Un 50enne di Misano Adriatico ha ottenuto un maxi risarcimento dopo essere stato morso ai genitali da un pastore tedesco nel gennaio 2022 mentre si trovava in un bar della zona. L’uomo era stato soccorso dal 118 e ricoverato all’ospedale Infermi di Rimini, dove la ferita era stata suturata chirurgicamente.
Secondo quanto ricostruito, il cane era al guinzaglio ma privo di museruola. L’aggressione, avvenuta all’improvviso mentre il 50enne stava per entrare nel locale, gli ha provocato una profonda lacerazione e, nonostante il lungo percorso di cure, un’invalidità permanente.
Assistito dall’avvocato Guglielmo Guerra, l’uomo si è rivolto al tribunale di Rimini per chiedere il risarcimento dei danni. Gli accertamenti disposti dal giudice hanno riconosciuto anche un disturbo post traumatico da stress di grado moderato, collegato all’episodio, oltre alle spese mediche sostenute.

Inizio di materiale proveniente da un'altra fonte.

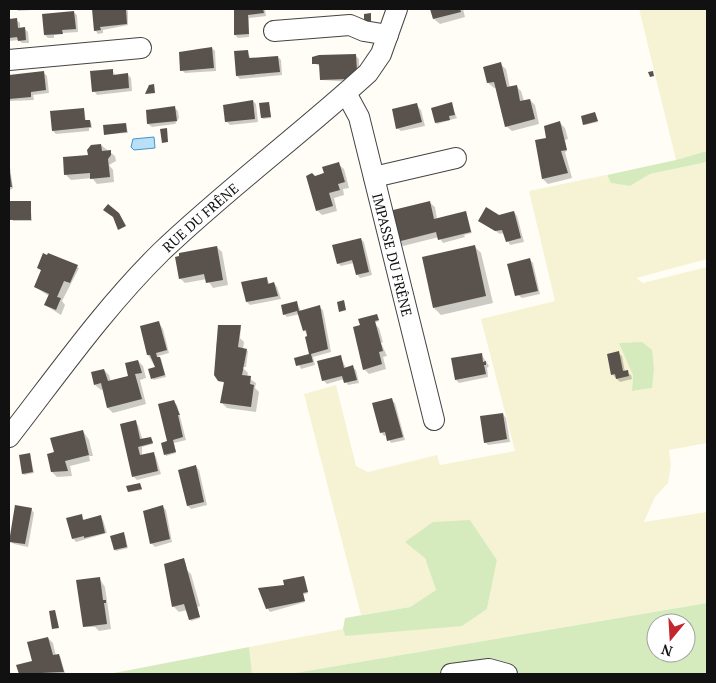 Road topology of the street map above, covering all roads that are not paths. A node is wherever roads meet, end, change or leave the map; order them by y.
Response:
1 (397, 9) edge
2 (274, 31) dead end
3 (388, 35) junction
4 (141, 48) dead end
5 (9, 60) edge
6 (346, 93) junction
7 (456, 158) dead end
8 (374, 177) junction
9 (434, 420) dead end
10 (9, 437) edge
11 (451, 674) edge
12 (507, 674) edge

1 - 3 street, RUE DU FRÊNE
2 - 3 street
3 - 6 street, RUE DU FRÊNE
4 - 5 street
6 - 8 street, IMPASSE DU FRÊNE
6 - 10 street, RUE DU FRÊNE
7 - 8 street
8 - 9 street, IMPASSE DU FRÊNE
11 - 12 street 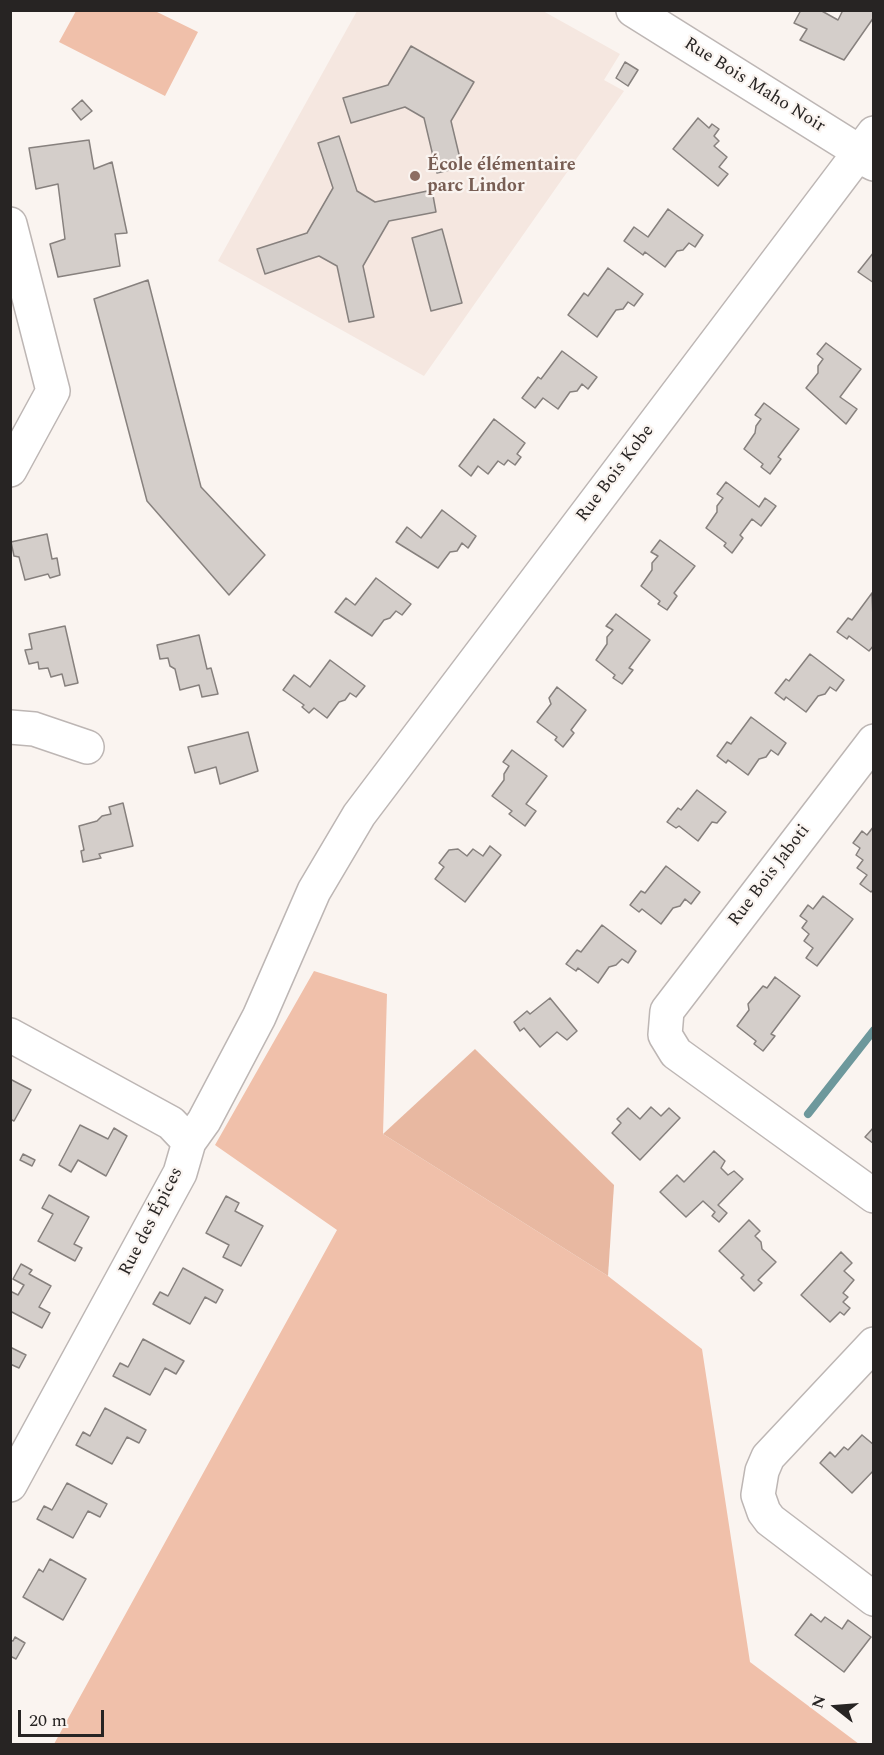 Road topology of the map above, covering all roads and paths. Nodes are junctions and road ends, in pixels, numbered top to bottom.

Il tribunale di Rimini ha quindi condannato il proprietario del cane a versare 84mila euro tra danni e spese sanitarie. Il successivo ricorso in Appello, presentato per una presunta irregolarità nella notifica dell’atto di citazione, non ha cambiato l’esito della causa: la sentenza di primo grado è stata confermata dai giudici bolognesi, che hanno inoltre disposto il pagamento delle spese del secondo grado di giudizio.